Auction highlights
By William Gregory MRICS, Golding Young and Mawer.
Auction activity continues at a pace with near 100% selling rates and extremely competitive bidding. The Grantham saleroom caught everyone’s attention when Lot 13 started with an opening bid of £30,000.
Consisting of six plates from the Sèvres rouge décor étrusque service, the plates are originally believed to have been commissioned by the nephew of Napoleon I for his mistress, the actress Elisabeth Félix. The Sèvres factory records delivery of the full dinner service in 1856, and it was later sold at a Paris auction in 1858 following Félix’s death. A combination of historic importance and rarity saw the gavel fall at £36,000.

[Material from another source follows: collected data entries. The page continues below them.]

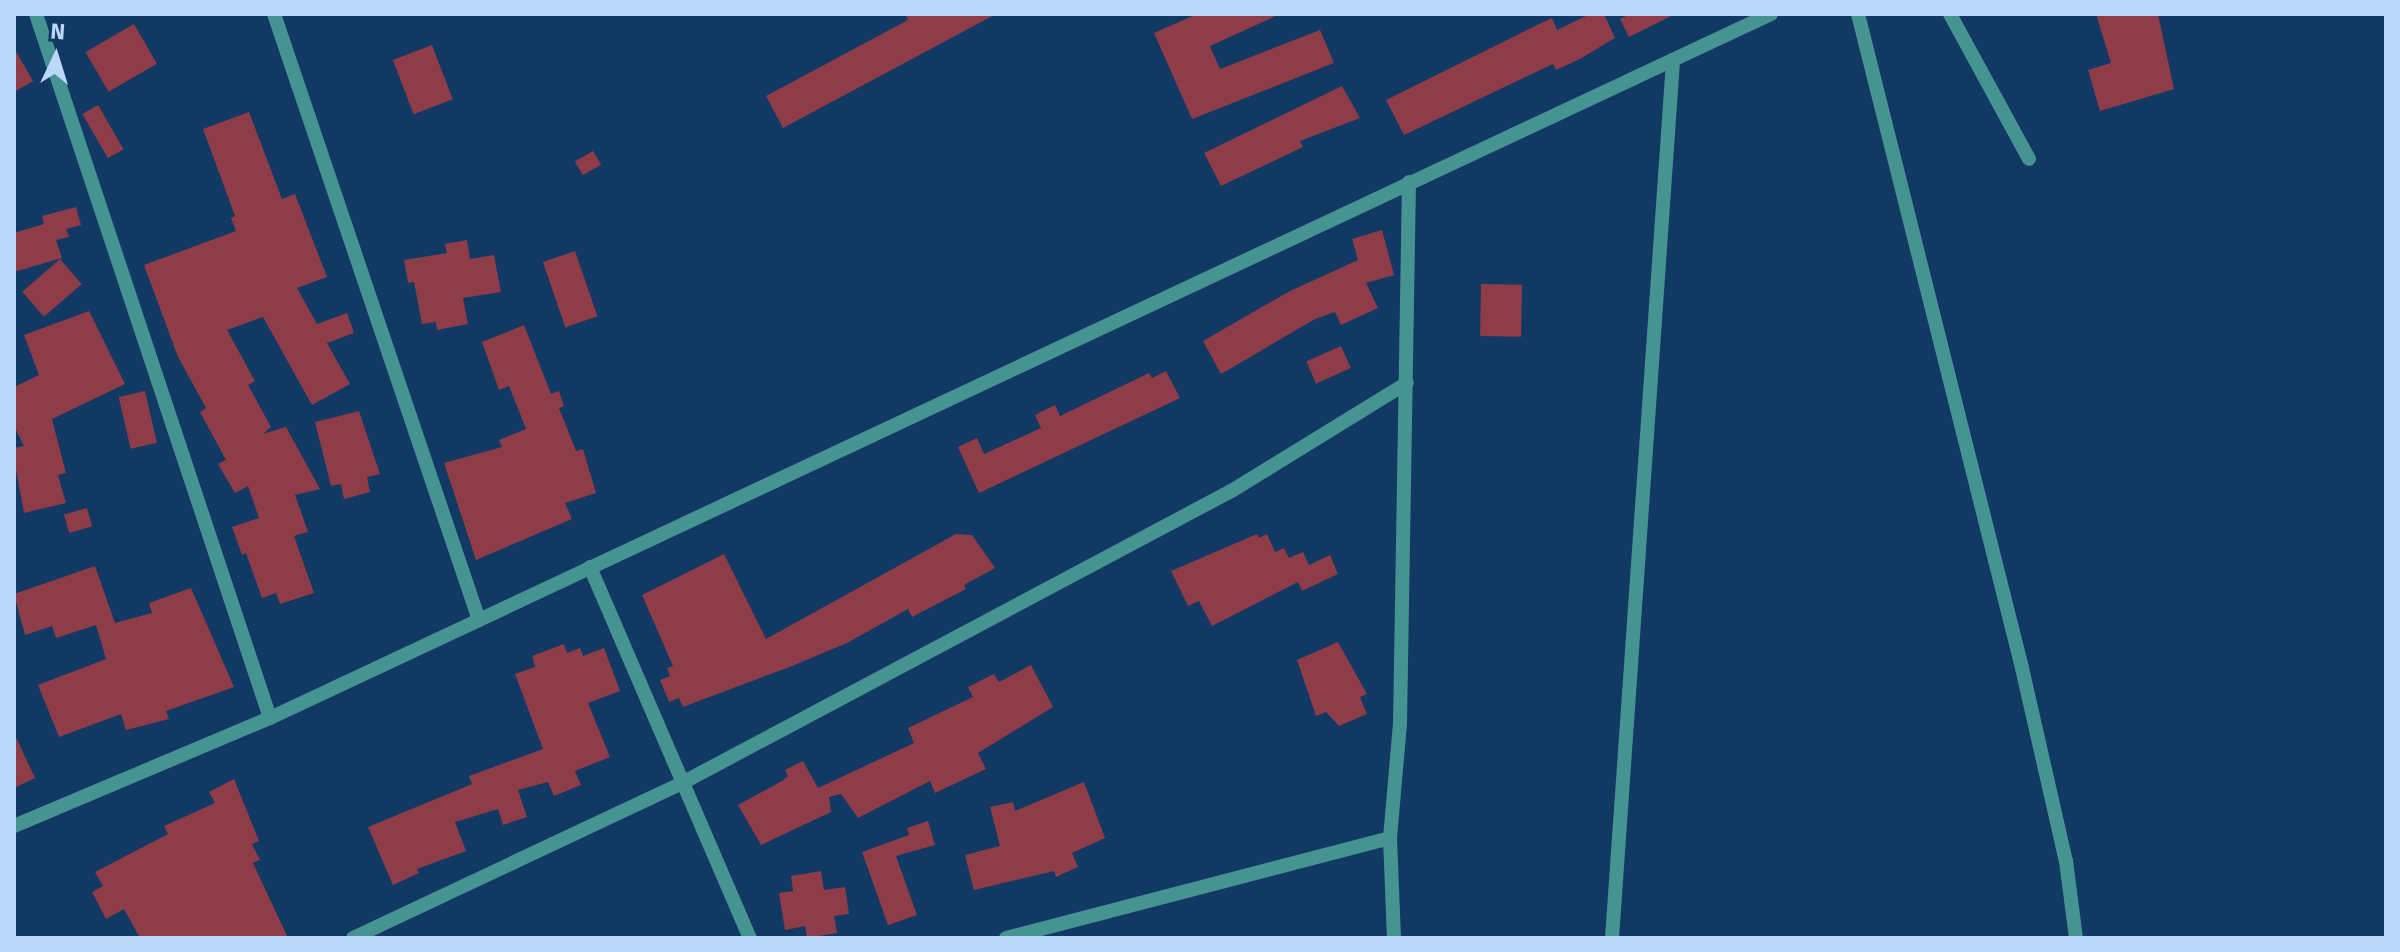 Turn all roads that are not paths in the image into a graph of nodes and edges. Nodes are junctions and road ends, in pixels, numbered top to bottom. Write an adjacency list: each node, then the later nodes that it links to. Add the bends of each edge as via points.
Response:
1 (36, 14): 12 (street)
2 (274, 14): 11 (street)
3 (1771, 14): 6 (street)
4 (1858, 14): 21 (street, via 2022,668 2066,861)
5 (1950, 14): 7 (street)
6 (1673, 62): 8 (street); 20 (street)
7 (2029, 159)
8 (1409, 182): 9 (street); 10 (street)
9 (1407, 383): 13 (street, via 1233,490); 15 (street, via 1400,724)
10 (590, 567): 11 (street); 13 (street)
11 (479, 620): 12 (street)
12 (270, 718): 14 (street)
13 (682, 783): 16 (street); 17 (street)
14 (14, 826)
15 (1390, 838): 18 (street); 19 (street)
16 (353, 938)
17 (750, 938)
18 (1006, 938)
19 (1394, 938)
20 (1612, 938)
21 (2076, 938)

Wristwatches are an auction favourite, and the Lincoln saleroom recently sold a premium lot: a Rolex Submariner Oyster Perpetual Automatic model 5513. Estimated at a very tempting £3,000 to £5,000 this proved its worth as the bidding ticked on to a final bid of £8,000.
The Bourne auction rooms have been particularly busy with a recent 1,000 lot Toy, Transport and Automobilia sale with some clients enjoying a tenfold increase on their pre-sale auction estimates.

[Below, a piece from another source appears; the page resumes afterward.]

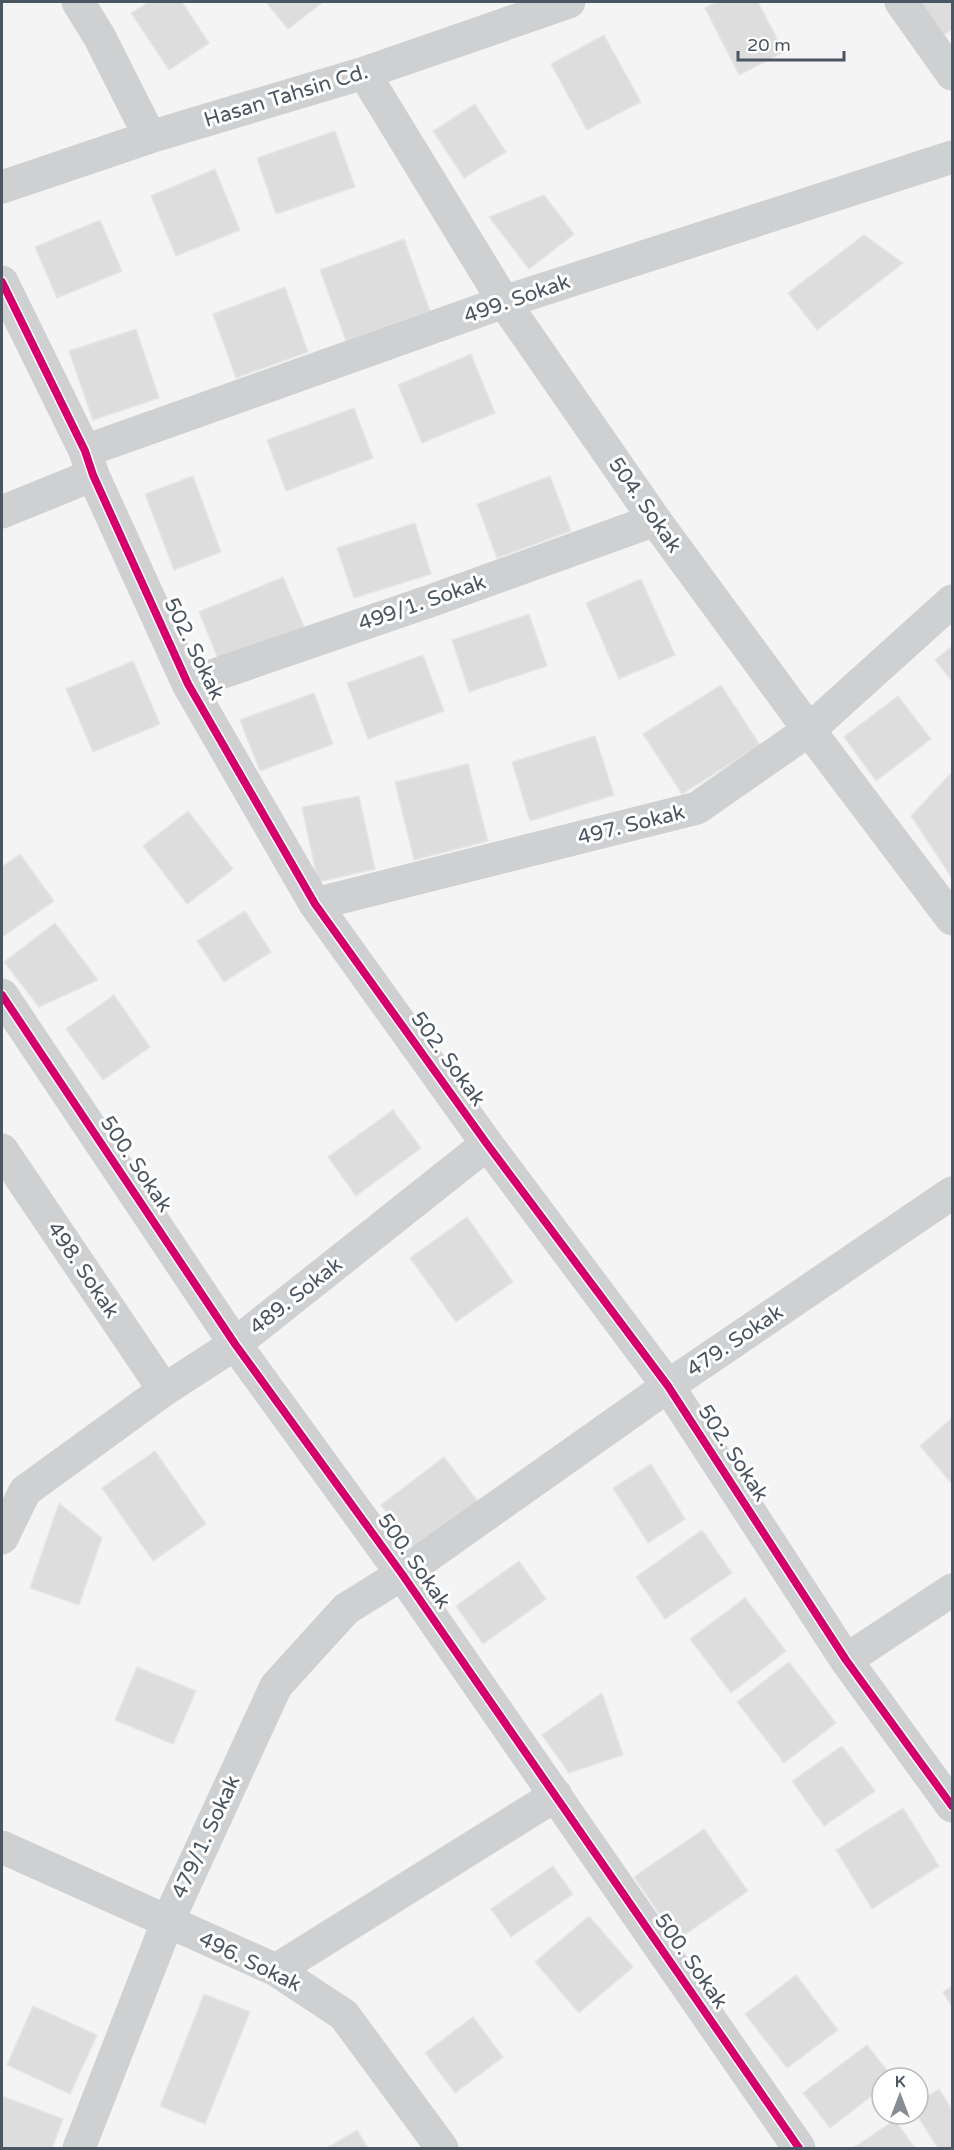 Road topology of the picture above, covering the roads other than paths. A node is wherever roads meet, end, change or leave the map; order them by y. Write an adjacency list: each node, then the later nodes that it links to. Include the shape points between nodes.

One example, demonstrating a good honest auction lot, was a Meccano clockwork tin plate M247 Saloon Coupe, with its original box – although tired, or play worn as the professionals like to say, it woke up the bidders, selling for £500.

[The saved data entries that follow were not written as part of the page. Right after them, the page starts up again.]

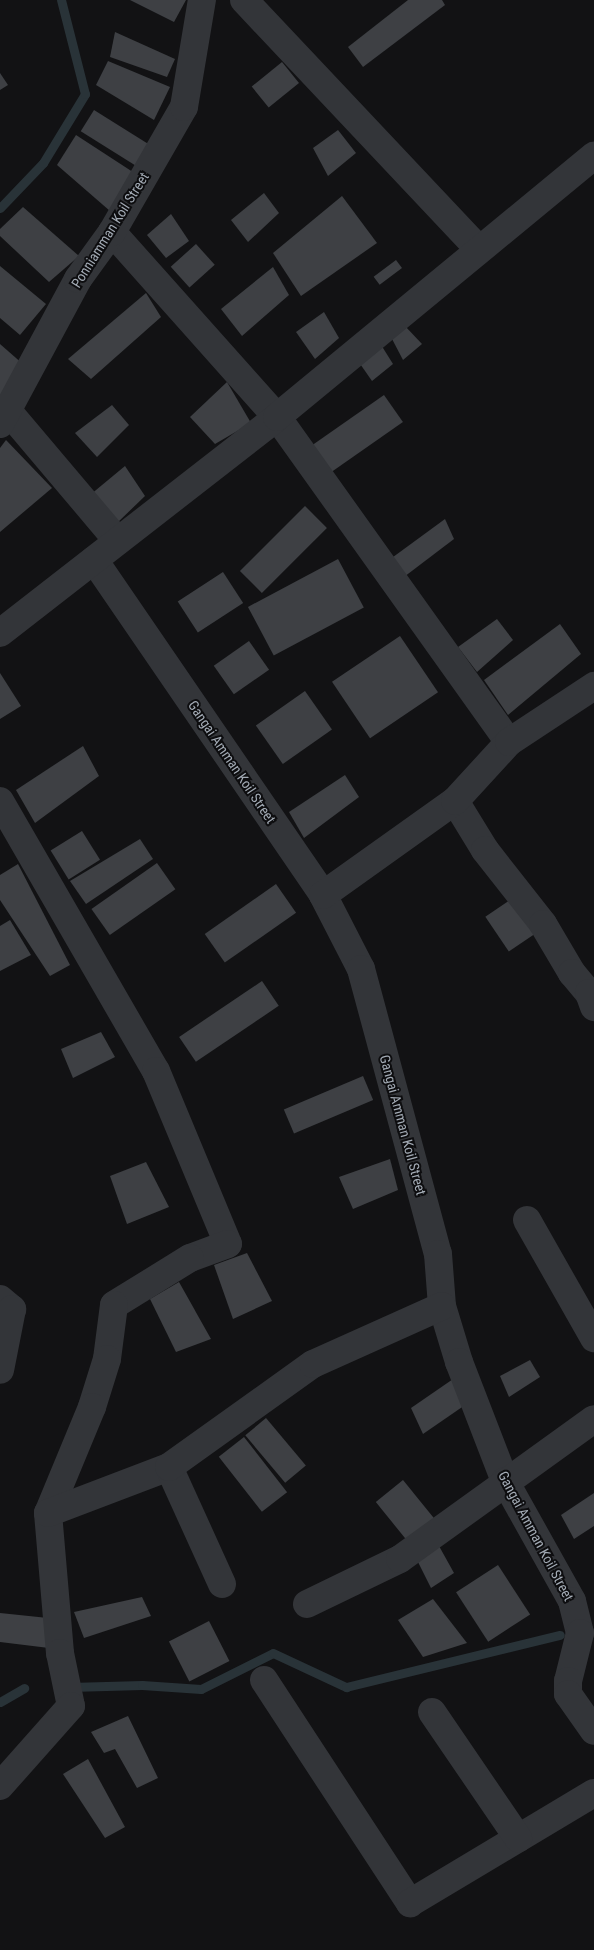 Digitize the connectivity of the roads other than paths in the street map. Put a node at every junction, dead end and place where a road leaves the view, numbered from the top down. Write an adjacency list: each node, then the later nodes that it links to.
1 (202, 0): 4 (street, Ponniamman Koil Street)
2 (244, 0): 5 (street)
3 (594, 156): 5 (street)
4 (112, 232): 6 (street); 7 (street, Ponniamman Koil Street)
5 (479, 249): 6 (street)
6 (277, 417): 8 (street); 12 (street)
7 (4, 418): 8 (street)
8 (118, 541): 9 (street)
9 (94, 560): 10 (street); 15 (street, Gangai Amman Koil Street)
10 (0, 633)
11 (594, 686): 12 (street)
12 (509, 742): 14 (street)
13 (0, 801): 25 (street)
14 (455, 801): 15 (street); 16 (street)
15 (323, 895): 19 (street, Gangai Amman Koil Street)
16 (594, 1007)
17 (527, 1220): 20 (street)
18 (0, 1299): 21 (street)
19 (442, 1306): 23 (street); 24 (street, Gangai Amman Koil Street)
20 (594, 1338)
21 (0, 1370)
22 (594, 1420): 24 (street)
23 (169, 1467): 25 (street); 26 (street)
24 (505, 1481): 27 (street); 30 (street, Gangai Amman Koil Street)
25 (48, 1513): 31 (street)
26 (222, 1584)
27 (307, 1604)
28 (264, 1680): 33 (street)
29 (432, 1712): 33 (street)
30 (594, 1731)
31 (0, 1786)
32 (594, 1793): 33 (street)
33 (518, 1838)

Fans and finery auctions are not a regular fixture on the calendar, and having been asked to be the auctioneer at the Harrogate Auction Rooms, I was somewhat apprehensive as to the amount of interest there might be.
The sale did not disappoint. In the 200 lots of fans offered, there was a scarce Panorama fan by J J Rousseau. It exceeded expectations, selling for £2,400. The final part of the auction of some 160 lots of finery proved the most exciting, as two lots of 19th-century Chinese civil rank badges dominated both internet platforms and all available telephone lines.
Bidding quickly climbed from £100s to £1,000s with late telephone bids adding to the drama. The lots finally sold for £7,100 and £6,200 respectively. It is my understanding that all have been paid for and received, so everyone appears to be happy – even the auctioneers.